# Convert data to CLAHE
The pre-process steps for HiP-CT 16bit data are as follows:
* 3D CLAHE applied to the 16 bit data 
* Normalisation to 8 bit

In [1]:
import sys
sys.path.append('..')
import os
import glob
import natsort
import numpy as np
import skimage.io as skio
from segmentation.preprocessing import preprocessor
import segmentation.preprocessing.helper as helper


In [2]:
# high-resolution 2.58um - 5.2um data conversion
input_folder = '/hdd/yang/data/kidney_seg/publish_data/highres_training_16bit_cubes/'
save_folder = '/hdd/yang/data/kidney_seg/high-res_training/highres_training_8bit_clahe/'
cube_paths = natsort.natsorted(glob.glob(os.path.join(input_folder, '*.tif')))
print(f'number of cubes: {len(cube_paths)}')
skio.imread(cube_paths[0])  # check if the first cube can be read
print(f'cube shape: {skio.imread(cube_paths[0]).shape}')
print(f'cube dtype: {skio.imread(cube_paths[0]).dtype}')

number of cubes: 40
cube shape: (512, 512, 512)
cube dtype: uint16


In [None]:
train_test_split.txt
hipct_clahe.clahe_3d()

Number of files: 40 
 File type: uint16 
 Converting to 8 bit: True 
 Masked: False


  0%|          | 0/40 [00:00<?, ?it/s]

# Generating training patches
The cubes of 512^3 pixels after CLAHE and 8 bit conversion will be devided into 128^3 patches.

In [3]:
image_dir = save_folder 
label_dir = '/hdd/yang/data/kidney_seg/publish_data/highres_training_16bit_labels' 
save_dir = '/hdd/yang/data/kidney_seg/high-res_training/training_patches'
split_size = 128

preprocessor.generate_training_patches(
    image_dir=image_dir,
    label_dir=label_dir,
    save_dir=save_dir,
    split_size=split_size
)

Number of cube files:  40


Processing cube file: complete_cube_39.tif: 100%|██████████| 40/40 [00:23<00:00,  1.69it/s]


Completed splitting the data patches!
Number of label files:  40


Processing label file: complete_label_39.tif: 100%|██████████| 40/40 [00:24<00:00,  1.64it/s]
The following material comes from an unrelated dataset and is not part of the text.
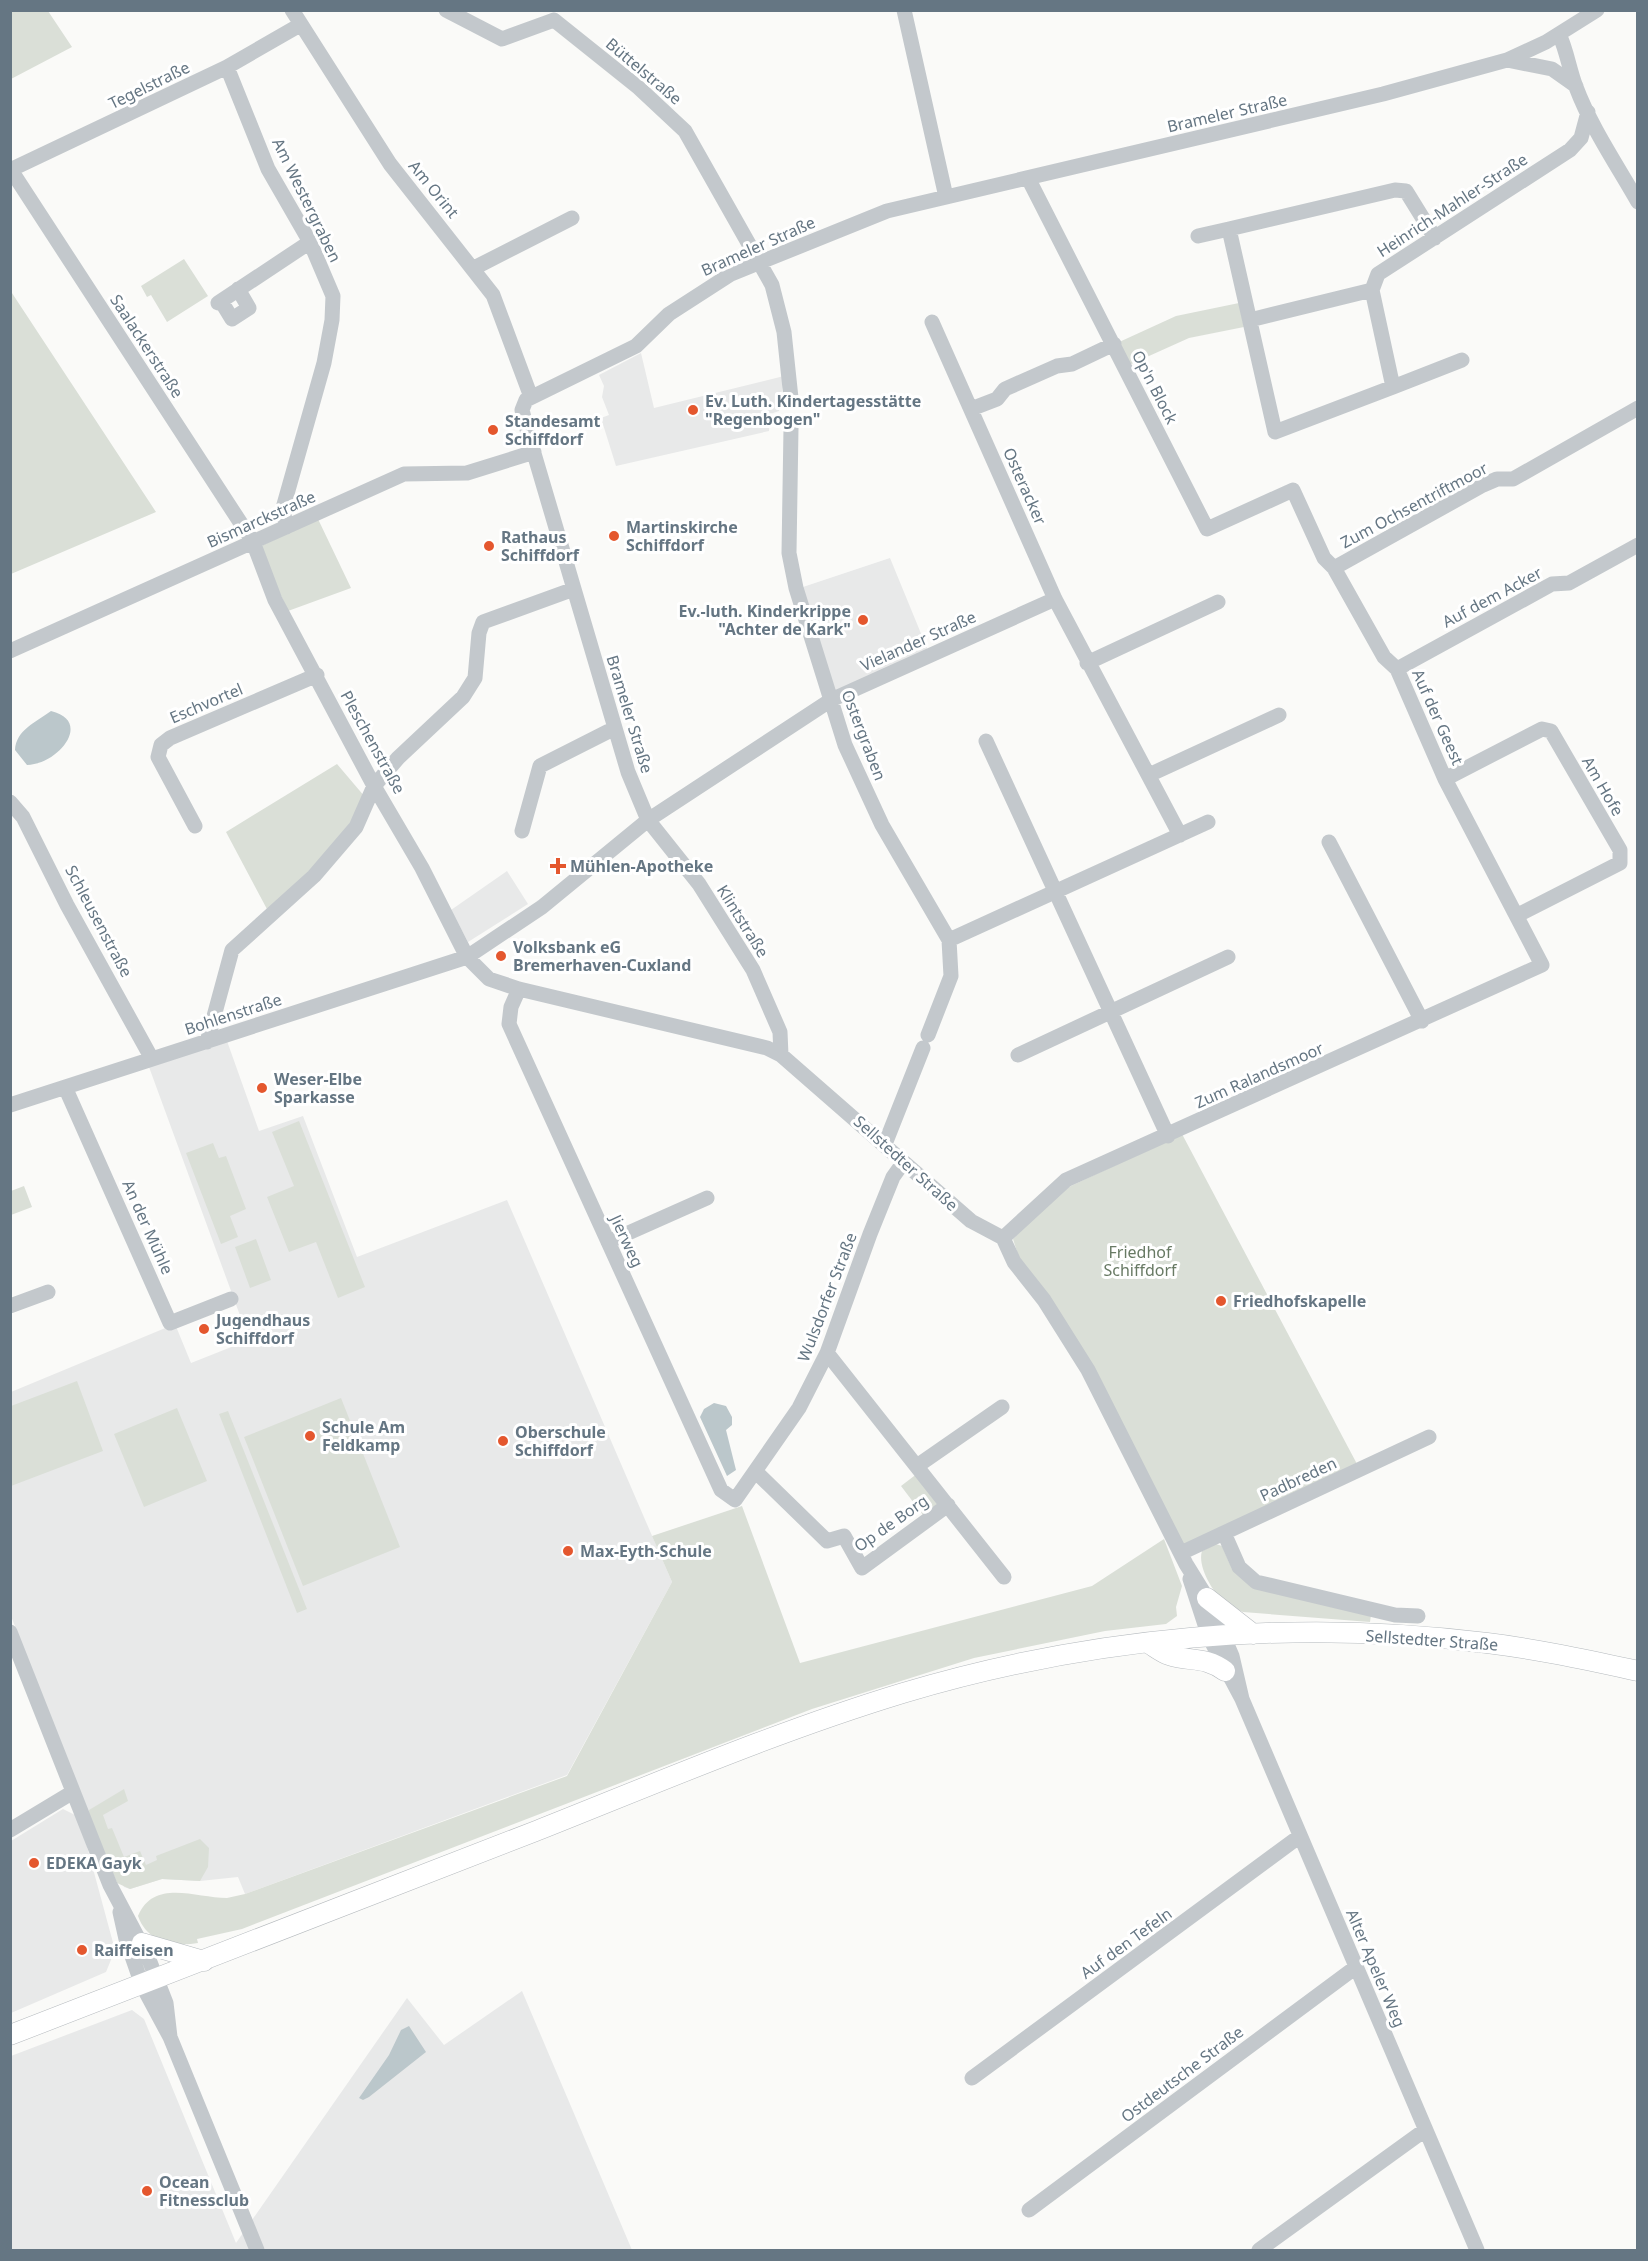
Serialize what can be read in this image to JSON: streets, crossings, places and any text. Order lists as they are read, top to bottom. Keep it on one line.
{"streets":{"main road":["Sellstedter Straße"],"street":["Büttelstraße","Tegelstraße","Brameler Straße","Am Orint","Am Westergraben","Heinrich-Mahler-Straße","Saalackerstraße","Op'n Block","Osteracker","Zum Ochsentriftmoor","Bismarckstraße","Auf dem Acker","Vielander Straße","Eschvortel","Auf der Geest","Ostergraben","Pleschenstraße","Am Hofe","Schleusenstraße","Klintstraße","Bohlenstraße","Zum Ralandsmoor","An der Mühle","Jierweg","Wulsdorfer Straße","Padbreden","Op de Borg","Auf den Tefeln","Alter Apeler Weg","Ostdeutsche Straße"]},"crossings":[["Büttelstraße","Brameler Straße"],["Tegelstraße","Am Orint"],["Tegelstraße","Am Westergraben"],["Tegelstraße","Saalackerstraße"],["Brameler Straße","Am Orint"],["Brameler Straße","Op'n Block"],["Brameler Straße","Bismarckstraße"],["Brameler Straße","Vielander Straße"],["Brameler Straße","Klintstraße"],["Am Westergraben","Bismarckstraße"],["Saalackerstraße","Bismarckstraße"],["Saalackerstraße","Pleschenstraße"],["Op'n Block","Auf der Geest"],["Osteracker","Vielander Straße"],["Zum Ochsentriftmoor","Auf der Geest"],["Bismarckstraße","Pleschenstraße"],["Auf dem Acker","Auf der Geest"],["Vielander Straße","Ostergraben"],["Vielander Straße","Klintstraße"],["Eschvortel","Pleschenstraße"],["Auf der Geest","Am Hofe"],["Auf der Geest","Zum Ralandsmoor"],["Ostergraben","Sellstedter Straße"],["Pleschenstraße","Bohlenstraße"],["Pleschenstraße","Sellstedter Straße"],["Schleusenstraße","Bohlenstraße"],["Klintstraße","Sellstedter Straße"],["Bohlenstraße","Sellstedter Straße"],["Bohlenstraße","An der Mühle"],["Zum Ralandsmoor","Sellstedter Straße"],["Sellstedter Straße","Jierweg"],["Sellstedter Straße","Wulsdorfer Straße"],["Sellstedter Straße","Padbreden"],["Sellstedter Straße","Alter Apeler Weg"],["Jierweg","Wulsdorfer Straße"],["Wulsdorfer Straße","Op de Borg"],["Auf den Tefeln","Alter Apeler Weg"],["Alter Apeler Weg","Ostdeutsche Straße"]],"parks":["Friedhof Schiffdorf"],"places":{"other":["Ev. Luth. Kindertagesstätte \"Regenbogen\"","Standesamt Schiffdorf","Martinskirche Schiffdorf","Rathaus Schiffdorf","Ev.-luth. Kinderkrippe \"Achter de Kark\"","Volksbank eG Bremerhaven-Cuxland","Weser-Elbe Sparkasse","Friedhofskapelle","Jugendhaus Schiffdorf","Schule Am Feldkamp","Oberschule Schiffdorf","Max-Eyth-Schule","EDEKA Gayk","Raiffeisen","Ocean Fitnessclub"],"health":["Mühlen-Apotheke"]}}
Completed splitting the label patches!





# Prepare training and testing patches

In [2]:
# select the training and testing cubes across each sample
helper.train_test_split(
    save_dir='../data/high-res_training/90-10',
)

Sample: 5um S-20-28, Total Cubes: 20
Train Indices: [0, 1, 2, 3, 4, 5, 6, 8, 9, 10, 11, 12, 14, 15, 16, 17, 18, 19], total: 18
Test Indices: [7, 13], total: 2
Sample: 5.2um LADAF 2021-17 Left Kidney, Total Cubes: 7
Train Indices: [20, 21, 22, 23, 24, 25], total: 6
Test Indices: [26], total: 1
Sample: 5.2um LADAF 2021-17 Right Kidney, Total Cubes: 9
Train Indices: [27, 29, 30, 31, 32, 33, 34, 35], total: 8
Test Indices: [28], total: 1
Sample: 2.58um LADAF 2020-27 Left Kidney, Total Cubes: 4
Train Indices: [37, 38, 39], total: 3
Test Indices: [36], total: 1


In [4]:
# Generate 5-fold cross-validation splits
helper.generate_patch_list_per_sample(
    label_dir='../data/high-res_training/labels',
    train_cubes_txt='../data/high-res_training/90-10/train_selected_cubes_tr0.9.txt',
    test_cube_txt='../data/high-res_training/90-10/test_selected_cubes_tr0.9.txt',
    output_path='../data/high-res_training/90-10'
)

Working on sample: 5um S-20-28
Total number of valid cubes: 950
Working on sample: 5.2um LADAF 2021-17 Left Kidney
Total number of valid cubes: 197
Working on sample: 5.2um LADAF 2021-17 Right Kidney
Total number of valid cubes: 239
Working on sample: 2.58um LADAF 2020-27 Left Kidney
Total number of valid cubes: 112
Done!


In [2]:
helper.generate_folds(
    n_folds=5, 
    patch_list_per_sample='../data/high-res_training/90-10/non_zero_patch_list_per_sample.json', 
    output_json_dir='../data/high-res_training/90-10'
)

Working on sample: 5um S-20-28
Train: 706
Val: 177
Train: 706
Val: 177
Train: 706
Val: 177
Train: 707
Val: 176
Train: 707
Val: 176
Working on sample: 5.2um LADAF 2021-17 Left Kidney
Train: 117
Val: 30
Train: 117
Val: 30
Train: 118
Val: 29
Train: 118
Val: 29
Train: 118
Val: 29
Working on sample: 5.2um LADAF 2021-17 Right Kidney
Train: 164
Val: 41
Train: 164
Val: 41
Train: 164
Val: 41
Train: 164
Val: 41
Train: 164
Val: 41
Working on sample: 2.58um LADAF 2020-27 Left Kidney
Train: 63
Val: 16
Train: 63
Val: 16
Train: 63
Val: 16
Train: 63
Val: 16
Train: 64
Val: 15


In [8]:
# Now we can prepare the training dataset for model training from the json files
helper.processing_nnunet_dataset(
    patch_dir='../data/high-res_training',
    patch_list_per_sample='../data/high-res_training/90-10/non_zero_patch_list_per_sample.json',
    nnunet_raw_data_dir='../data/nnUNet_raw/',
    dataset_name='Dataset001_Glomeruli'
)

Copying training data:   0%|          | 0/1314 [00:00<?, ?it/s]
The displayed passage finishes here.